YOUR INSTRUCTIONS ▸ Show each line of the listing in which the word "down" occurs.

[Opening DATA FOR PROCESSING section]

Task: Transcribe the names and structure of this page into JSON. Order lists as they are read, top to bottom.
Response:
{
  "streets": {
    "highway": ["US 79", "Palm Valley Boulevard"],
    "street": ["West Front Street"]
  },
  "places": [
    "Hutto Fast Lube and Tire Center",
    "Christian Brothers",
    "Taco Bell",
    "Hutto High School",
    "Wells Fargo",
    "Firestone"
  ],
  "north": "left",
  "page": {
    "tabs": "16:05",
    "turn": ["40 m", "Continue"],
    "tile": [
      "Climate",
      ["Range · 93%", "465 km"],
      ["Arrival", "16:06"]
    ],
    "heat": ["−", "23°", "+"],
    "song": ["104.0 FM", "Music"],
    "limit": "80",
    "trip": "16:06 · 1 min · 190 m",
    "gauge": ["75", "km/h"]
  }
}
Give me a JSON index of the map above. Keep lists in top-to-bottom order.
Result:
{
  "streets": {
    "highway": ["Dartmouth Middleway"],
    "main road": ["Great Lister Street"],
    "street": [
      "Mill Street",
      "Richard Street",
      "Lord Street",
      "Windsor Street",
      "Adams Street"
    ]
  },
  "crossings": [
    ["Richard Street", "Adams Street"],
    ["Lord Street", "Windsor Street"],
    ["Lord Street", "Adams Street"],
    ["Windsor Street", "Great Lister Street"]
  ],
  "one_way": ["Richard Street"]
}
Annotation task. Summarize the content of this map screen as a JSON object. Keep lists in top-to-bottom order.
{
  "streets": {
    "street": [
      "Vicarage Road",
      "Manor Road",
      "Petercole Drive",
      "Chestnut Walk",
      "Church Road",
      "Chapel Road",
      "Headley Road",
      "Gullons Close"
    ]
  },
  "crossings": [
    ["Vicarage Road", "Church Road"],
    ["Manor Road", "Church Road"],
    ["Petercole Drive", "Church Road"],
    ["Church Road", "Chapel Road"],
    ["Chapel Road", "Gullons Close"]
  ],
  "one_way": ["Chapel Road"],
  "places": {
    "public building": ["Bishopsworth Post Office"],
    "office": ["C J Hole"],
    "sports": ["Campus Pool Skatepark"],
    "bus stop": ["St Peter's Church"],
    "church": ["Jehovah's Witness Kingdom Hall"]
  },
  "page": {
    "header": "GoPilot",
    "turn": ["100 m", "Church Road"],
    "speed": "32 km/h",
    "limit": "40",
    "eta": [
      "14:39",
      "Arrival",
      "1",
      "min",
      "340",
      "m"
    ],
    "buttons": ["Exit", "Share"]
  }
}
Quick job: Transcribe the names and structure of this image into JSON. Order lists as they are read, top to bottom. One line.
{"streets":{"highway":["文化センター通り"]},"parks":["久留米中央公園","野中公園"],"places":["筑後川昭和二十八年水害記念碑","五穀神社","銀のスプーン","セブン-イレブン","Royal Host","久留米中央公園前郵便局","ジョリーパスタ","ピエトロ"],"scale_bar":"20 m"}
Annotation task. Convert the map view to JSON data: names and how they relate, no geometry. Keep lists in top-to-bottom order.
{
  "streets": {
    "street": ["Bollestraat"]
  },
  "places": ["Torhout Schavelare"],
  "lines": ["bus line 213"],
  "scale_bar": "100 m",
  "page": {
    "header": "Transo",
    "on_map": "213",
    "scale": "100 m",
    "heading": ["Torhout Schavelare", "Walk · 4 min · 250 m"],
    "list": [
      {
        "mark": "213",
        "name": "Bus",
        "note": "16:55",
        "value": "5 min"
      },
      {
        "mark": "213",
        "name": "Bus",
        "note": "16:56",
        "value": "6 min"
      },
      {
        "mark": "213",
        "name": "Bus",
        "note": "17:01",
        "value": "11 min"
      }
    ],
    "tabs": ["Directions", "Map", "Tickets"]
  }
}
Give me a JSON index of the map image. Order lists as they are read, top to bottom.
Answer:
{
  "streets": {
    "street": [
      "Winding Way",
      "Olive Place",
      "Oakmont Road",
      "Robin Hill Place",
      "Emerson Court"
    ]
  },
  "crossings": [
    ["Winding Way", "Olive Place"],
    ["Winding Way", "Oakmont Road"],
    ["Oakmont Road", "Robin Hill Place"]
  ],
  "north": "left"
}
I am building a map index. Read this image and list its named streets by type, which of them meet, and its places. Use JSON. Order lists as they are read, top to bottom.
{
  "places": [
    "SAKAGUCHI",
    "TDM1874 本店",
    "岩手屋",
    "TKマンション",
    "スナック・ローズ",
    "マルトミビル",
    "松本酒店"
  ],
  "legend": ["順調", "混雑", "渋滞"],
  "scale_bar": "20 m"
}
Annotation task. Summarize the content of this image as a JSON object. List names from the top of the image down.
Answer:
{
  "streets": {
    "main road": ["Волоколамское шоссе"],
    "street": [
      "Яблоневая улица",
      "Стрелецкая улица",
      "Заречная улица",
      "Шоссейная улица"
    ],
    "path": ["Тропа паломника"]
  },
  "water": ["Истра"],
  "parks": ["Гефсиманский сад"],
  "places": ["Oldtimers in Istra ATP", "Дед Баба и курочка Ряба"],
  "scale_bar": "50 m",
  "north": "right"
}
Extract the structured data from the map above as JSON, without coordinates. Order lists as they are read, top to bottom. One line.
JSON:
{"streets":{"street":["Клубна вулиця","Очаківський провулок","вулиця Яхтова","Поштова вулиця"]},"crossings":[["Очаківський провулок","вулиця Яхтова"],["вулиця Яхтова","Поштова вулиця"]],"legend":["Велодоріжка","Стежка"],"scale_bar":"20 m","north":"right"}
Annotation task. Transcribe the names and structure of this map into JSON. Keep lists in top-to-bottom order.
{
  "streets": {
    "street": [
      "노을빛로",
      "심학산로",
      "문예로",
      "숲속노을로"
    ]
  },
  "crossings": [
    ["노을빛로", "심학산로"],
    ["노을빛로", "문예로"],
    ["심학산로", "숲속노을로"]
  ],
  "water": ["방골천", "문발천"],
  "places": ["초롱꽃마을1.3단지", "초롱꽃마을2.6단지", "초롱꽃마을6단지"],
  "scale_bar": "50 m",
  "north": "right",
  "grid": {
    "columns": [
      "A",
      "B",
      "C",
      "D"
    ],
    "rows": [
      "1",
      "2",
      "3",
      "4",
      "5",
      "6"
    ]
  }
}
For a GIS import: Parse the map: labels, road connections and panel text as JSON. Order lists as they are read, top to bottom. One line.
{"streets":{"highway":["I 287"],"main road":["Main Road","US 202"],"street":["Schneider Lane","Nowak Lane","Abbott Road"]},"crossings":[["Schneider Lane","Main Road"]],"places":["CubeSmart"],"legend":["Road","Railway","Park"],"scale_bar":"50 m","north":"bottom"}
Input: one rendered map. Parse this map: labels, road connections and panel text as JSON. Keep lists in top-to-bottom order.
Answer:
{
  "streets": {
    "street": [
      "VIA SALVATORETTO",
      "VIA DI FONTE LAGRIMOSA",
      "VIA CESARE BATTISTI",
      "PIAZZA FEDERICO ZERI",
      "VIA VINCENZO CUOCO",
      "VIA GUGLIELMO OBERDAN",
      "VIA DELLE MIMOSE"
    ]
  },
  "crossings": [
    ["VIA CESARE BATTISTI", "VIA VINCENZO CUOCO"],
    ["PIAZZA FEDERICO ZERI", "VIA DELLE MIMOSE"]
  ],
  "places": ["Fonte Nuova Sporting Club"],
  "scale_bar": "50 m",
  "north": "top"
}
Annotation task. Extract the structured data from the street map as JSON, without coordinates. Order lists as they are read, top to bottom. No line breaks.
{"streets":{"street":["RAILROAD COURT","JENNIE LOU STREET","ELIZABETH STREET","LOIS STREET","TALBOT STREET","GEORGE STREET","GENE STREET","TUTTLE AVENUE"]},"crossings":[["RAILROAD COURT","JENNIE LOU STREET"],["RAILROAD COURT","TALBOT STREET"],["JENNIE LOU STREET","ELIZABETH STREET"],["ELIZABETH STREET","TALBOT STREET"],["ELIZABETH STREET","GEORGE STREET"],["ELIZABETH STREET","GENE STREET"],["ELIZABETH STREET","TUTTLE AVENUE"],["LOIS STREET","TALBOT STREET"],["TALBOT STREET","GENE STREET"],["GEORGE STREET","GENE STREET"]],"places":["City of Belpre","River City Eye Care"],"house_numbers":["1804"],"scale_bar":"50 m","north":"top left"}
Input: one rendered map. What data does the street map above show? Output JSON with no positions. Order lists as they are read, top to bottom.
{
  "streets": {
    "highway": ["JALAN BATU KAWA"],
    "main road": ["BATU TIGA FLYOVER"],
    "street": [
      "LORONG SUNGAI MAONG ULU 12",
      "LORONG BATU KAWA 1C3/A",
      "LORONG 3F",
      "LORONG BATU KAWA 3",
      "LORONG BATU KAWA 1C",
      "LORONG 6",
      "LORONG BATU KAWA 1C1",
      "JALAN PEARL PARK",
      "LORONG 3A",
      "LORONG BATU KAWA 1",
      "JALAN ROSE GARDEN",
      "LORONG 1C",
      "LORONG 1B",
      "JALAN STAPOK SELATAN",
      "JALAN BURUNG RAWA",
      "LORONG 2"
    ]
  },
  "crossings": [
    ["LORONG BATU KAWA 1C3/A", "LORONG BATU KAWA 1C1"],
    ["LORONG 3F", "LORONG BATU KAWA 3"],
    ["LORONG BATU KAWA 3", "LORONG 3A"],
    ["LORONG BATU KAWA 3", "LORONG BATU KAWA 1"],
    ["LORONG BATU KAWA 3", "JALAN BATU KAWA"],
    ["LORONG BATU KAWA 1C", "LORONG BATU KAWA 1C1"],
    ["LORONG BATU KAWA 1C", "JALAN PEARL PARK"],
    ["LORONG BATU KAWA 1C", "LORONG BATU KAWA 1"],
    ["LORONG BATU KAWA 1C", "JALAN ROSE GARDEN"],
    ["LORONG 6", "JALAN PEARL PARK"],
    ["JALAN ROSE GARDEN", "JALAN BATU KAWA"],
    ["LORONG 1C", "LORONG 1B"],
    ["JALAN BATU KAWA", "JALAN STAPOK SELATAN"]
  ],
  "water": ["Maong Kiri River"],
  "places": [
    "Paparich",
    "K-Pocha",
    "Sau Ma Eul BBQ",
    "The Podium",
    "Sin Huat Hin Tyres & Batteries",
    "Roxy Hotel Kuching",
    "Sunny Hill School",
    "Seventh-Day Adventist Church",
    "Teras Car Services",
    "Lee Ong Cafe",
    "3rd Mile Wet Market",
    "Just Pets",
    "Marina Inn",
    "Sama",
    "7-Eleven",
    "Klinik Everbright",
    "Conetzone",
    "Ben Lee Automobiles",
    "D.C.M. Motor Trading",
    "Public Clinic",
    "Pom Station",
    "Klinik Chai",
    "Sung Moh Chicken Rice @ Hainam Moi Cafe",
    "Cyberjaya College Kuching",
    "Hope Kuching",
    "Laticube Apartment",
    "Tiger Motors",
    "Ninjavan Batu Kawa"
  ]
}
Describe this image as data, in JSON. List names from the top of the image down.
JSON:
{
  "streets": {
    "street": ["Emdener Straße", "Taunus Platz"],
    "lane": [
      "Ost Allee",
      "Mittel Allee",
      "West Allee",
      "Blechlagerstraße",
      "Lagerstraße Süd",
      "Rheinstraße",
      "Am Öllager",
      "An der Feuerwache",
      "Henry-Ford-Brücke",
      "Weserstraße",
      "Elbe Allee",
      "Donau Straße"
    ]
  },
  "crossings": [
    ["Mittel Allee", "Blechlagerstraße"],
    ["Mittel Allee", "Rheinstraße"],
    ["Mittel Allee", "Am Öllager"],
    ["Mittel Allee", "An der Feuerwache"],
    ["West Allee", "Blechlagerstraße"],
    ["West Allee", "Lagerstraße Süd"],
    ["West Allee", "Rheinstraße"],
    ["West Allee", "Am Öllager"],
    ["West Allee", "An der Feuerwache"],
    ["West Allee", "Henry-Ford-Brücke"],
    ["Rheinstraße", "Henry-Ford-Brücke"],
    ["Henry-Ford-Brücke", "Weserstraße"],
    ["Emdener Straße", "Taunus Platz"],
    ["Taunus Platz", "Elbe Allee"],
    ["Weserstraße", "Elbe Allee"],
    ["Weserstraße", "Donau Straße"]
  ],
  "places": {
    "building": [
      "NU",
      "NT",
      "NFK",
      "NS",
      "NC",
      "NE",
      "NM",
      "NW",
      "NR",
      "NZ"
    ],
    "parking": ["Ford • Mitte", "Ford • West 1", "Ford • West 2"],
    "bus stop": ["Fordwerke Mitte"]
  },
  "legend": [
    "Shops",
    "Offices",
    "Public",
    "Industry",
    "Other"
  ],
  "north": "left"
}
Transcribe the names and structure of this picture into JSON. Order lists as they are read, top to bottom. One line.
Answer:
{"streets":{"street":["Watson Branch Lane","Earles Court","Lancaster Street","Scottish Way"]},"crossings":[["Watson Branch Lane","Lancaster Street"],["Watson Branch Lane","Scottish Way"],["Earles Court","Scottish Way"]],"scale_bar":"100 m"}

[Closing DATA FOR PROCESSING section]

YOUR SOLUTION ▸
Annotation task. Summarize the content of this image as a JSON object. List names from the top of the image down.
Describe this image as data, in JSON. List names from the top of the image down.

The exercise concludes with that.